Bug 2093046

Summary: must-gather debug pods are missing priority class
Product: OpenShift Container Platform Reporter: Stephen Benjamin <stbenjam>
Component: ocAssignee: Arda Guclu <aguclu>
oc sub component: oc QA Contact: zhou ying <yinzhou>
Status: CLOSED ERRATA Docs Contact:
Severity: medium    
Priority: medium CC: aguclu, astoycos, jchaloup, mfojtik, nsimha
Version: 4.11   
Target Milestone: ---   
Target Release: 4.12.0   
Hardware: Unspecified   
OS: Unspecified   
Fixed In Version: Doc Type: No Doc Update
Doc Text:
Story Points: ---
Clone Of: Environment:
Last Closed: 2023-01-17 19:49:30 UTC Type: Bug
Regression: --- Mount Type: ---
Documentation: --- CRM:
Verified Versions: Category: ---
oVirt Team: --- RHEL 7.3 requirements from Atomic Host:
Cloudforms Team: --- Target Upstream Version:

Description Stephen Benjamin 2022-06-02 19:35:08 UTC
`oc` uses "system-cluster-critical" for the must-gather pods it starts[1], but when the scripts in must-gather launch debug pods for log collection[2][3], these are missing a priority class.

We have a test that actually tries to make sure all pods in openshift-* namespaces have a priority class, and if it happens to run at the same time we're testing must-gather, we get test failures[4].

[1] https://github.com/openshift/oc/blob/master/pkg/cli/admin/mustgather/mustgather.go#L686-L689
[2] https://github.com/openshift/must-gather/blob/master/collection-scripts/gather_core_dumps#L11
[3] https://github.com/openshift/must-gather/blob/master/collection-scripts/gather_multus_logs#L13
[4] https://search.ci.openshift.org/?search=pods+found+with+invalid+priority+class&maxAge=168h&context=1&type=bug%2Bjunit&name=&excludeName=&maxMatches=5&maxBytes=20971520&groupBy=job

Comment 4 Stephen Benjamin 2022-09-13 12:14:16 UTC
My workaround wasn't accepted to `oc`.  The feedback was it should be properly addressed by the callers to `oc debug`:

@astoycos who added the first in openshift/must-gather@e99c730 and @nicklesimba who added the latter in openshift/must-gather@4c55296 your approach is breaking our tests and is not the expected way to run pods.

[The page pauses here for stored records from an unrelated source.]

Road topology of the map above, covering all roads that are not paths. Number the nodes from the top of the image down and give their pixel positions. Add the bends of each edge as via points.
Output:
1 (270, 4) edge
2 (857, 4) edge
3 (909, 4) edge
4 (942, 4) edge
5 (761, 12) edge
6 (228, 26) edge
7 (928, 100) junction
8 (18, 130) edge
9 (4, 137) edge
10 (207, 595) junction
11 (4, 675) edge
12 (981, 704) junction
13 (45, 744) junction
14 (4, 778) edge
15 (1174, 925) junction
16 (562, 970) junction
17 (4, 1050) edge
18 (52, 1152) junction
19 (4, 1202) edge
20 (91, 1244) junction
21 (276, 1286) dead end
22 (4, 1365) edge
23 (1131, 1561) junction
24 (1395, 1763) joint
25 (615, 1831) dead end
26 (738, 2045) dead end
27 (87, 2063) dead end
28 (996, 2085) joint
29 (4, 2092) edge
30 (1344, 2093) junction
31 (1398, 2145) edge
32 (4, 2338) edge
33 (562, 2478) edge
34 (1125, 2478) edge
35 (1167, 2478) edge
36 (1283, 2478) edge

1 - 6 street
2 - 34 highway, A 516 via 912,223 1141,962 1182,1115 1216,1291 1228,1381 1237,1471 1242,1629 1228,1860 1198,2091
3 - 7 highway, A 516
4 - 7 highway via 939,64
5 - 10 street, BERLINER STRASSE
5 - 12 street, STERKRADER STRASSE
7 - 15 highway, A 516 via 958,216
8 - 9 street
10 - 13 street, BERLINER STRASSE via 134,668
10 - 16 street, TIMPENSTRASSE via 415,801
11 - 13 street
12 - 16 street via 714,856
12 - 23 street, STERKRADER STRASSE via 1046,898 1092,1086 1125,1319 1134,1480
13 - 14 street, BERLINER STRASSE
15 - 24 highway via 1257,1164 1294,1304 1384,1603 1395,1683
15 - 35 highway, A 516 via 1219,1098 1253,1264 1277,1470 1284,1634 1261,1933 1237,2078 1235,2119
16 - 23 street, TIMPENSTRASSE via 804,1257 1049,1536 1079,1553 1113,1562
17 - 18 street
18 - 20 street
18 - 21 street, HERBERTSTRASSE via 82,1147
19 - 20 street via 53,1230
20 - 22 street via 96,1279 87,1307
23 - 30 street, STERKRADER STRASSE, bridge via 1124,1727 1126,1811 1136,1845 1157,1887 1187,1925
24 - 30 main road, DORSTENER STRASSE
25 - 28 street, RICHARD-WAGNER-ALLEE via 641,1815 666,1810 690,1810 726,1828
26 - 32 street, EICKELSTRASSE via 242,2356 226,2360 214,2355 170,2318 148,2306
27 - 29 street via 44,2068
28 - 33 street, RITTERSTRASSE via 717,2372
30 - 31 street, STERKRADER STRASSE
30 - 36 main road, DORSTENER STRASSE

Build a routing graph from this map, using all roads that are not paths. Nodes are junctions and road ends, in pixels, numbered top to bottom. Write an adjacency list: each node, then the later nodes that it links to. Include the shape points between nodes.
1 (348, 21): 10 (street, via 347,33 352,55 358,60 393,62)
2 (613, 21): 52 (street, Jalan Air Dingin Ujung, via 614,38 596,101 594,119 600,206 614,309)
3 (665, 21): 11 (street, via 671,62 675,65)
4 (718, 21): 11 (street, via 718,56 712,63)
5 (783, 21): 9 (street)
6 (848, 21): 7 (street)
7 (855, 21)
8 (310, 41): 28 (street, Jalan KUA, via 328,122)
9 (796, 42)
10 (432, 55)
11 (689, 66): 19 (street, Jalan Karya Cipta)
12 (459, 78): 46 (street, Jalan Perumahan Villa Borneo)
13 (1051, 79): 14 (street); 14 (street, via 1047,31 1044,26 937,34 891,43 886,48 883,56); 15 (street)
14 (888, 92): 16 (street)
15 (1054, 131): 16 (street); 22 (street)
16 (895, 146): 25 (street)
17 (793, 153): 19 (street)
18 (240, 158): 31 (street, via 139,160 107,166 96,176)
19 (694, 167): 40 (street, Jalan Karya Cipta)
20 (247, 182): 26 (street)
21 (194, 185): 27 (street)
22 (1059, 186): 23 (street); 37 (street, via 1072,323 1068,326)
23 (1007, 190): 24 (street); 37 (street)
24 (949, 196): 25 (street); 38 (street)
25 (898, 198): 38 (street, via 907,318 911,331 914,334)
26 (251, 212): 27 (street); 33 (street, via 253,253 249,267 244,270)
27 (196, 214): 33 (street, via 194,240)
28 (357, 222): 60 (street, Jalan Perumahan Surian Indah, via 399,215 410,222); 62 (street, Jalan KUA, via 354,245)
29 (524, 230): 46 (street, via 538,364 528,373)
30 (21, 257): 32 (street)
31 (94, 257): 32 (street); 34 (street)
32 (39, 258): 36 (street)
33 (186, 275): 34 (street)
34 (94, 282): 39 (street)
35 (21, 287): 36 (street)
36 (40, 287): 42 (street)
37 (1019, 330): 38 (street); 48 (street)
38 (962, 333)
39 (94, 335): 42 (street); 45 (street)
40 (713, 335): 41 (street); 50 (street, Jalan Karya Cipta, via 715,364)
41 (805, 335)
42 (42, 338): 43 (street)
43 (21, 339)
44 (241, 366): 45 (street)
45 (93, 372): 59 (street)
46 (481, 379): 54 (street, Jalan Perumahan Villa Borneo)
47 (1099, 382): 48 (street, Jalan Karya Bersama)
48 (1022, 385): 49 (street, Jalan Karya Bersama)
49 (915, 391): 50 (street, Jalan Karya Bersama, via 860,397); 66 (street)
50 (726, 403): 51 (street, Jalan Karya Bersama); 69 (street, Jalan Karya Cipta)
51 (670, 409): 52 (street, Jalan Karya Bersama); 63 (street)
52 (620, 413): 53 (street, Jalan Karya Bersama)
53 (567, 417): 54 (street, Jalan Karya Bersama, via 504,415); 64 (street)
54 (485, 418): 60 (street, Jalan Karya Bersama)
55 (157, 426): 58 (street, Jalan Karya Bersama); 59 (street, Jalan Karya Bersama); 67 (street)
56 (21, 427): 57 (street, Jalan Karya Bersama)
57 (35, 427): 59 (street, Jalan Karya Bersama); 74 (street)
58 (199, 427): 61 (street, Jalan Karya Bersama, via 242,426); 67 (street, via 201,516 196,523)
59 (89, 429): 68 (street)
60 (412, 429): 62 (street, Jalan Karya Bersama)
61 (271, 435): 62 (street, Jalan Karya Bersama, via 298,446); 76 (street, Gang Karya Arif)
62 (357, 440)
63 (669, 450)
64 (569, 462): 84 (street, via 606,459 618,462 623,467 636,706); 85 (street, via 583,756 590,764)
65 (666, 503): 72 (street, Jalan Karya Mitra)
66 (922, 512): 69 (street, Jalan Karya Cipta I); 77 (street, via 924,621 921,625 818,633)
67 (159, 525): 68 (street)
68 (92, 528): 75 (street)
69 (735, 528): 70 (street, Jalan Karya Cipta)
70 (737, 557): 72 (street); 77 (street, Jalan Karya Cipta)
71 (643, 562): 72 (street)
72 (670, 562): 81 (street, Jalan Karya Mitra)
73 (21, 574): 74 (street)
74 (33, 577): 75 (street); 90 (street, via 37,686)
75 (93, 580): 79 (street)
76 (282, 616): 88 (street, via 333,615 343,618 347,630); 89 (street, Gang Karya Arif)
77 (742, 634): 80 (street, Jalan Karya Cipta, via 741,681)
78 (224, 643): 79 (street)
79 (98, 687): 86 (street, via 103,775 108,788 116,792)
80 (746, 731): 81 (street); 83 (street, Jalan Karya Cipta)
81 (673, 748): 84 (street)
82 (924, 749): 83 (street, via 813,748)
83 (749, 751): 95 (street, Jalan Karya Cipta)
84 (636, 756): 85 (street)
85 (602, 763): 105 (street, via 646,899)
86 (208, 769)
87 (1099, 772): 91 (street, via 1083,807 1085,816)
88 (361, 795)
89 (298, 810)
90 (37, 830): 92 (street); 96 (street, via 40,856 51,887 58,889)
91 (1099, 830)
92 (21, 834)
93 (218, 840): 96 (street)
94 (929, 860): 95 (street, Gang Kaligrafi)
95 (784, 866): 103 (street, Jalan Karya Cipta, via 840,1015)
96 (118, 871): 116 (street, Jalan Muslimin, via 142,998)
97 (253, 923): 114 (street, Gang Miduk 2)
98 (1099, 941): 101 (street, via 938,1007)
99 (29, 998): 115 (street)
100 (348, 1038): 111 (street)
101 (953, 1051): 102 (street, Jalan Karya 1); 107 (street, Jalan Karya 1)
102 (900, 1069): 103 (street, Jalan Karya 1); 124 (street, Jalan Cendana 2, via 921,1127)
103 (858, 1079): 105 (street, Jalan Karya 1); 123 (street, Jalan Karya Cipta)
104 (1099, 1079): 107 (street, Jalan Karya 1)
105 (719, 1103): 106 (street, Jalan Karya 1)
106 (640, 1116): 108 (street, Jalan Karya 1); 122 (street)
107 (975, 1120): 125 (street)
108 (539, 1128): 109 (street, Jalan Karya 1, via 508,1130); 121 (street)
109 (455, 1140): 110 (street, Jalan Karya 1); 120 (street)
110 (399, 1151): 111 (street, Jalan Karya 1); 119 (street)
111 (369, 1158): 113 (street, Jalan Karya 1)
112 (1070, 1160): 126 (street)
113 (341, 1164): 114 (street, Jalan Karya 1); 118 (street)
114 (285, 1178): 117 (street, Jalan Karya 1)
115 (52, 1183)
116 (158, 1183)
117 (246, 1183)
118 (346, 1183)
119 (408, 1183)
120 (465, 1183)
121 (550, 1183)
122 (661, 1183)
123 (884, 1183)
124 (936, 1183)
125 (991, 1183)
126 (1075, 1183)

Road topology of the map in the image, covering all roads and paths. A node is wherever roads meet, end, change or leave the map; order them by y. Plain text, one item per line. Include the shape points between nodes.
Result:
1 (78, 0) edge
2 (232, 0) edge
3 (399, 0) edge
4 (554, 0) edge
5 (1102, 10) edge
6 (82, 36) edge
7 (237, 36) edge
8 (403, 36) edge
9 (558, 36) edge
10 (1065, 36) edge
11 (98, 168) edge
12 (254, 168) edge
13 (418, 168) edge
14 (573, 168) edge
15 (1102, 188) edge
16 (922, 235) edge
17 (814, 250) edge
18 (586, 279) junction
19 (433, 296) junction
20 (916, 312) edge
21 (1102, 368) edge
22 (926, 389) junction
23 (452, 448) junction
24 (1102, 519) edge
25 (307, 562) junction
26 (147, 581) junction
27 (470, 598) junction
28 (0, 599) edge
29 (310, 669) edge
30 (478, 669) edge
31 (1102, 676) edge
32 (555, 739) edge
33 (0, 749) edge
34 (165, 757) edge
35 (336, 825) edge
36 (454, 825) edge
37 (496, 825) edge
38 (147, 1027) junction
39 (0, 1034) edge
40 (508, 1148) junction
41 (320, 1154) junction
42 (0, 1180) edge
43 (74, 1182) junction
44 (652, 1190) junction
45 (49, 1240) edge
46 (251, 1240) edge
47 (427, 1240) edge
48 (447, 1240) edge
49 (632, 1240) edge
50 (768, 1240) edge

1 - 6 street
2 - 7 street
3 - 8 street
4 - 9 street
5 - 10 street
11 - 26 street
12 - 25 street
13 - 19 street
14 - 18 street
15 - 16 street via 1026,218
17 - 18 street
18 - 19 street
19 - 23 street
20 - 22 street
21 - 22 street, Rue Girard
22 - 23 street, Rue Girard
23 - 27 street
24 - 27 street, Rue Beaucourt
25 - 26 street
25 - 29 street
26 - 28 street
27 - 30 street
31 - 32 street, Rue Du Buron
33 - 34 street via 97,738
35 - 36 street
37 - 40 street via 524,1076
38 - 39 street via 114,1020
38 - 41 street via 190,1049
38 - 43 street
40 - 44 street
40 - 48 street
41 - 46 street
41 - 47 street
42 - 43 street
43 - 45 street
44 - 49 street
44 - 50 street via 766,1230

I see two path forward:

    revert the changes
    fix them, such that the test linked by @stbenjam in this PR doesn't fail


Comment 6 zhou ying 2022-10-25 02:37:04 UTC
checked with latest oc client, the debug pod will has the priorityClassName: openshift-user-critical

oc version --client
Client Version: 4.12.0-0.nightly-2022-10-25-005239
Kustomize Version: v4.5.7

[root@localhost ~]# cat /tmp/poddebug.yaml 
apiVersion: v1
kind: Pod
    debug.openshift.io/source-container: container-00
    debug.openshift.io/source-resource: /v1, Resource=nodes/ip-xxx.internal
    openshift.io/scc: privileged
  creationTimestamp: "2022-10-25T02:30:40Z"
  name: ip-xxx-debug
  namespace: openshift-debug-lpdgm
  resourceVersion: "41861"
  uid: 2d4e5544-5497-48e8-8446-ed25942b4224
  priority: 1000000000
  priorityClassName: openshift-user-critical

Comment 7 Arda Guclu 2022-10-25 08:03:11 UTC
This is the revert PR https://github.com/openshift/origin/pull/27469 to remove must-gather from exception list. Because problem is fixed.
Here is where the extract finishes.